- Opening Delimiter -

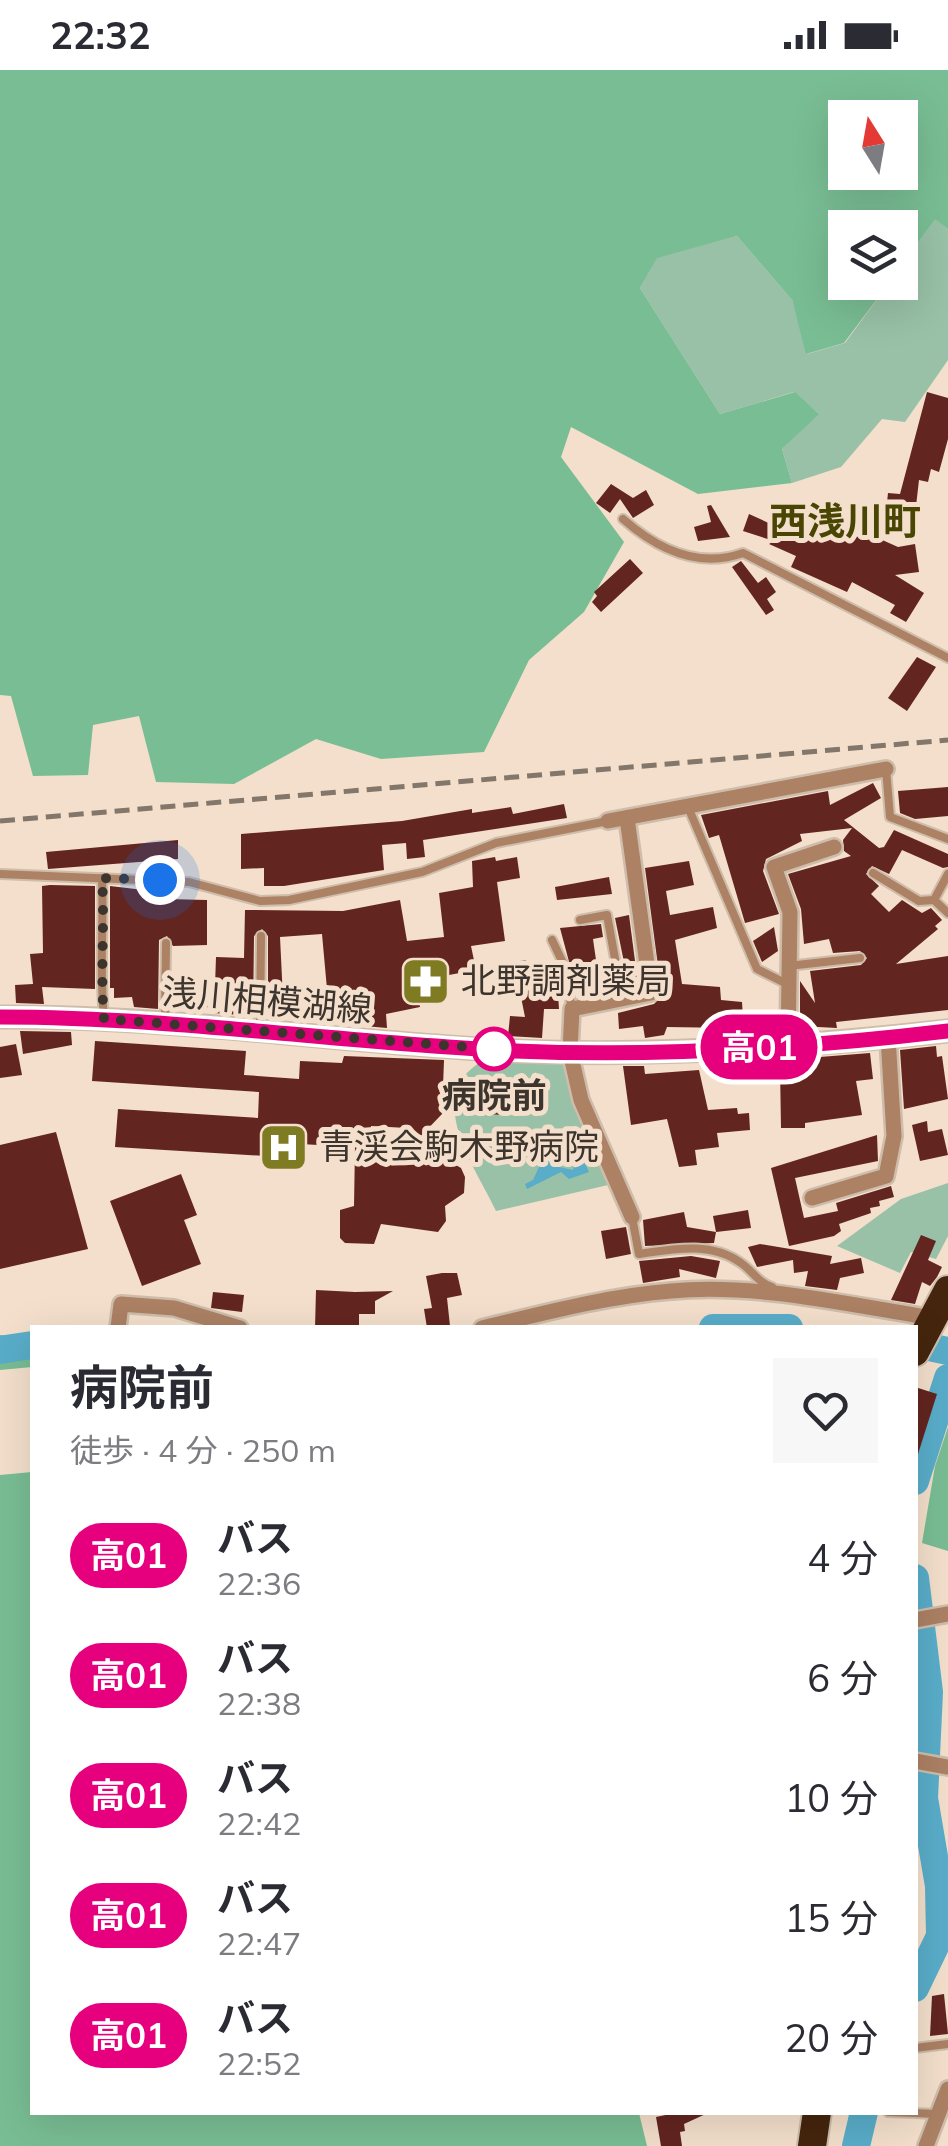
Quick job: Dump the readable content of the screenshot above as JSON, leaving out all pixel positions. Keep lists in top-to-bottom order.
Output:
{
  "streets": {
    "main road": ["浅川相模湖線"]
  },
  "districts": ["西浅川町"],
  "places": {
    "pharmacy": ["北野調剤薬局"],
    "other": ["病院前"],
    "hospital": ["青渓会駒木野病院"]
  },
  "lines": ["bus line 高01"],
  "north": "top",
  "page": {
    "status": "22:32",
    "on_map": "高01",
    "heading": ["病院前", "徒歩 · 4 分 · 250 m"],
    "list": [
      {
        "mark": "高01",
        "name": "バス",
        "note": "22:36",
        "value": "4 分"
      },
      {
        "mark": "高01",
        "name": "バス",
        "note": "22:38",
        "value": "6 分"
      },
      {
        "mark": "高01",
        "name": "バス",
        "note": "22:42",
        "value": "10 分"
      },
      {
        "mark": "高01",
        "name": "バス",
        "note": "22:47",
        "value": "15 分"
      },
      {
        "mark": "高01",
        "name": "バス",
        "note": "22:52",
        "value": "20 分"
      }
    ]
  }
}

- Closing Delimiter -

Return all the records exactly, excluding images.

Quick job: Dump the readable content of the screenshot above as JSON, leaving out all pixel positions. Keep lists in top-to-bottom order.
Output:
{
  "streets": {
    "main road": ["浅川相模湖線"]
  },
  "districts": ["西浅川町"],
  "places": {
    "pharmacy": ["北野調剤薬局"],
    "other": ["病院前"],
    "hospital": ["青渓会駒木野病院"]
  },
  "lines": ["bus line 高01"],
  "north": "top",
  "page": {
    "status": "22:32",
    "on_map": "高01",
    "heading": ["病院前", "徒歩 · 4 分 · 250 m"],
    "list": [
      {
        "mark": "高01",
        "name": "バス",
        "note": "22:36",
        "value": "4 分"
      },
      {
        "mark": "高01",
        "name": "バス",
        "note": "22:38",
        "value": "6 分"
      },
      {
        "mark": "高01",
        "name": "バス",
        "note": "22:42",
        "value": "10 分"
      },
      {
        "mark": "高01",
        "name": "バス",
        "note": "22:47",
        "value": "15 分"
      },
      {
        "mark": "高01",
        "name": "バス",
        "note": "22:52",
        "value": "20 分"
      }
    ]
  }
}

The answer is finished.